The Saudis resisted because it would have been a contradiction to accept that “writing a cheque requires consensus whereas the total threat to an economy was simply adopted by majority,” said Mohammad Al Sabban, who negotiated for the desert kingdom until 2011.
Merkel vs Saudis
The decisions in Doha had precedents. Merkel overlooked Al Sabban’s objections in 1995. In 2010, Mexican Foreign Secretary Patricia Espinosa bypassed Bolivia’s concerns. Copenhagen hosted the most famous failure.
The Danes convened a small group of nations to draft an agreement for all countries to take greenhouse gas commitments. Rasmussen’s mistake was then not to give the wider group of all nations more time to consider that text, said Yvo de Boer, then the UNFCCC executive secretary.
“Copenhagen was a perfect example of gross mismanagement of the process,” de Boer, now an adviser on climate change at KPMG LLP, said by phone. “If a different procedure had been followed, history could have been written in a different way.”
Tuvalu, Nicaragua, Bolivia and Cuba were among nations that objected in Denmark. Venezuelan envoy Claudia Salerno held up a bloody hand and said “Do you think a sovereign country should have to make its hand bleed to raise the right to speak?”
Russia’s Shamanov said there’s a risk of repeating that experience without more clarity on how consensus is determined.
“Can you imagine the situation when we have the draft new agreement in Paris in 2015 if it is the same as in Copenhagen?,” Shamanov said. “We lost three years after Copenhagen fixing problems.
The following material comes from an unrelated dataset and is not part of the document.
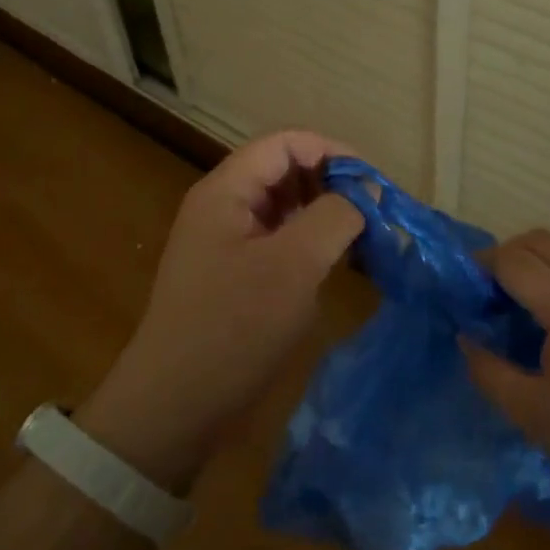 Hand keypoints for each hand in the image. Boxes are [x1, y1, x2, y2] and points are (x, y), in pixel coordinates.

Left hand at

We were just one step away from a very balanced solution, and it was ruined.”
Russia’s desire for a review of the rules is on the agenda in Warsaw, and the UN “should be able to accommodate their concerns,” said Christiana Figueres, the current UNFCCC executive secretary.
“The difficulty will come in 2015,” said Al Sabban of Saudi Arabia. He said a treaty formed without consensus would be “not workable. You need Russia, and you need all countries.”